Elizabeth Warren on food and agriculture

By Tyler Cowen

That is the topic of my latest Bloomberg column, here is on excerpt:

The most striking feature of her team’s plan, called “Leveling the Playing Field for America’s Family Farmers,” is what it doesn’t call for: namely, an abolition of farm subsidies, a reform favored by virtually all economists. Those payments often run more than $20 billion a year, and are typically considered an inefficient form of crony capitalism.

And:

Warren’s document asserts that “food prices aren’t going down.” That’s true but misleading. When the Federal Reserve is targeting near 2 percent inflation, most prices in the economy will rise steadily over time. The link behind that claim, to a U.S. Department of Agriculture report, offers some recent data, but it is hardly damning: In 2018, it notes, retail food prices rose 0.4 percent. “This was the first increase in 3 years, but the rate was still below the 20-year historical annual average of 2.0 percent.” Or how terrible are these numbers, from the same report: “In 2019, price growth may continue to remain low at the grocery store. Food-at-home prices are expected to rise between 0.5 and 1.5 percent, as potentially the fourth year in a row with deflating or lower-than-average inflating retail food prices.”

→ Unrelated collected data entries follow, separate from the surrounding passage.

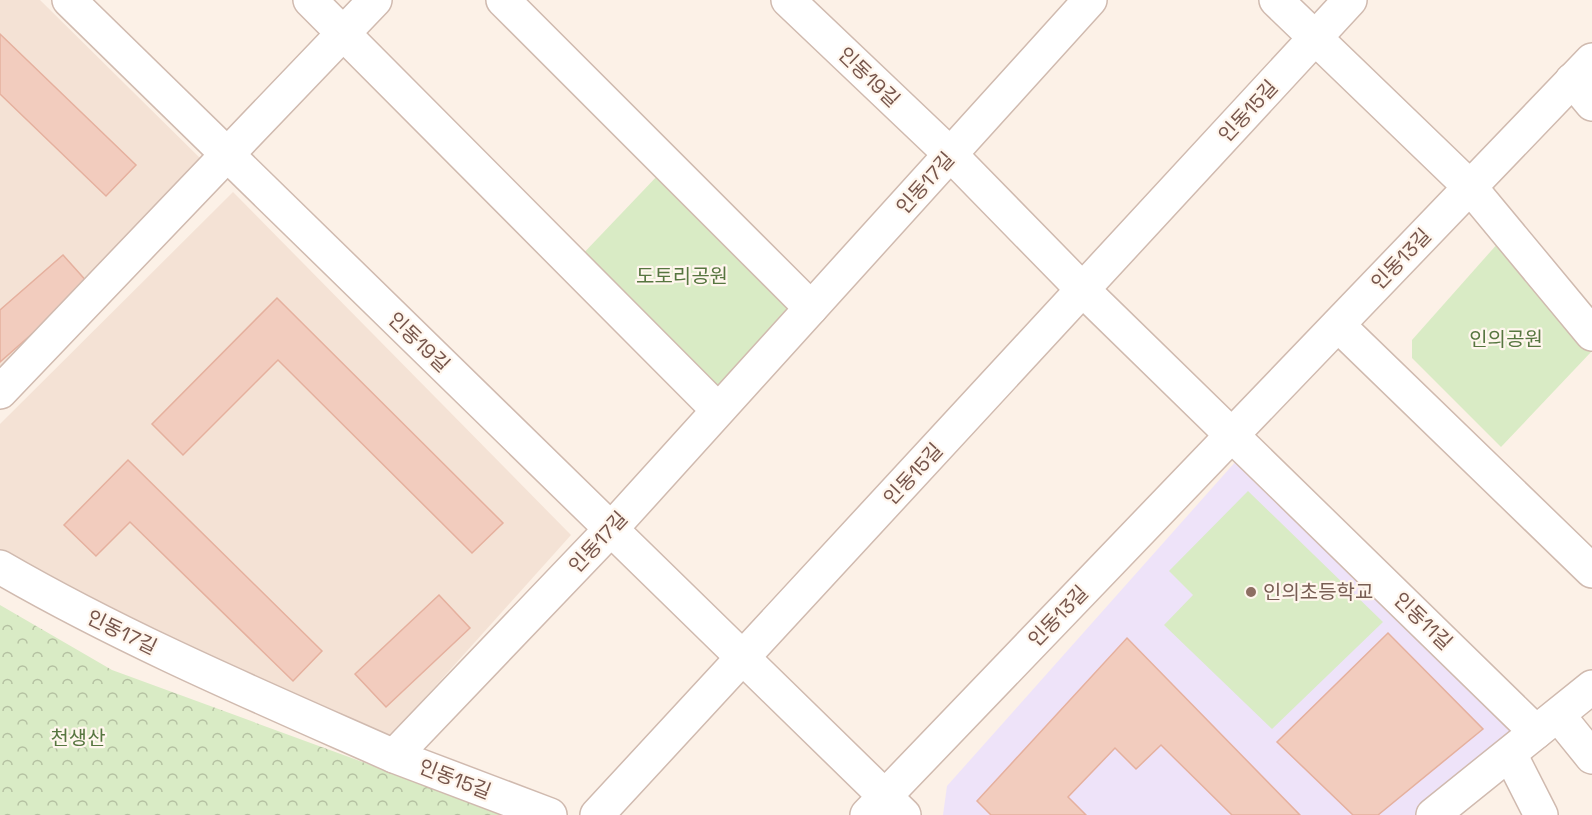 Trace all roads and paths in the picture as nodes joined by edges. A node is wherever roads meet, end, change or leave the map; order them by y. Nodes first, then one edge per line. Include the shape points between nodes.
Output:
1 (69, 0) edge
2 (310, 0) edge
3 (375, 0) edge
4 (504, 0) edge
5 (788, 0) edge
6 (1276, 0) edge
7 (1350, 0) edge
8 (1077, 5) edge
9 (343, 33) junction
10 (1316, 37) junction
11 (1585, 82) edge
12 (227, 154) junction
13 (950, 154) junction
14 (1470, 187) junction
15 (1083, 290) junction
16 (811, 308) junction
17 (1338, 325) junction
18 (1592, 334) edge
19 (0, 392) edge
20 (718, 410) junction
21 (1231, 435) junction
22 (611, 529) junction
23 (0, 567) edge
24 (1592, 571) edge
25 (743, 658) junction
26 (1592, 687) edge
27 (1547, 723) junction
28 (1510, 753) junction
29 (394, 756) junction
30 (1592, 756) edge
31 (1467, 804) edge
32 (885, 809) edge
33 (550, 815) edge
34 (597, 815) edge
35 (1433, 815) edge
36 (1541, 815) edge

1 - 12 street, 인동19길
2 - 9 street
3 - 9 street
4 - 16 street
5 - 13 street, 인동19길
6 - 10 street
7 - 10 street, 인동15길
8 - 13 street, 인동17길
9 - 12 street
9 - 20 street
10 - 14 street
10 - 15 street, 인동15길
11 - 14 street, 인동13길
12 - 19 street
12 - 22 street, 인동19길
13 - 15 street
13 - 16 street, 인동17길
14 - 17 street, 인동13길
14 - 18 street
15 - 21 street
15 - 25 street, 인동15길
16 - 20 street, 인동17길
17 - 21 street, 인동13길
17 - 24 street
20 - 22 street, 인동17길
21 - 27 street, 인동11길
21 - 32 street, 인동13길
22 - 25 street
22 - 29 street, 인동17길
23 - 29 street, 인동17길 via 169,656
25 - 32 street, 인동13길
25 - 34 street, 인동15길
26 - 27 street
27 - 28 street
27 - 30 street, 인동11길
28 - 31 street
28 - 36 street
29 - 33 street, 인동15길
31 - 35 street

A look at the longer-term historical data also shows slow, steady inflation in the food and beverage sector, rather than a recent crisis of price spikes. Food price inflation does become higher after 1973, but that is probably due to higher energy prices and the more general productivity slowdown that has plagued the U.S. economy.

In this context, Warren’s lengthy complaints about monopoly and market power in the food sector just don’t seem that persuasive. Furthermore, America’s food sector has been remarkably innovative in terms of product choice and rising diversity of options.

Warren also calls for greater agricultural protectionism and the banning of foreign investment in American farmland.  And she is supposed to be the leading policy thinker in the race?  People, this is not good, and furthermore it is the same tiresome “tested by social media let’s bash the corporate villains” set of cliches.  My close:

If American voters want to be inspired, then opposing seed-company mergers won’t be nearly enough.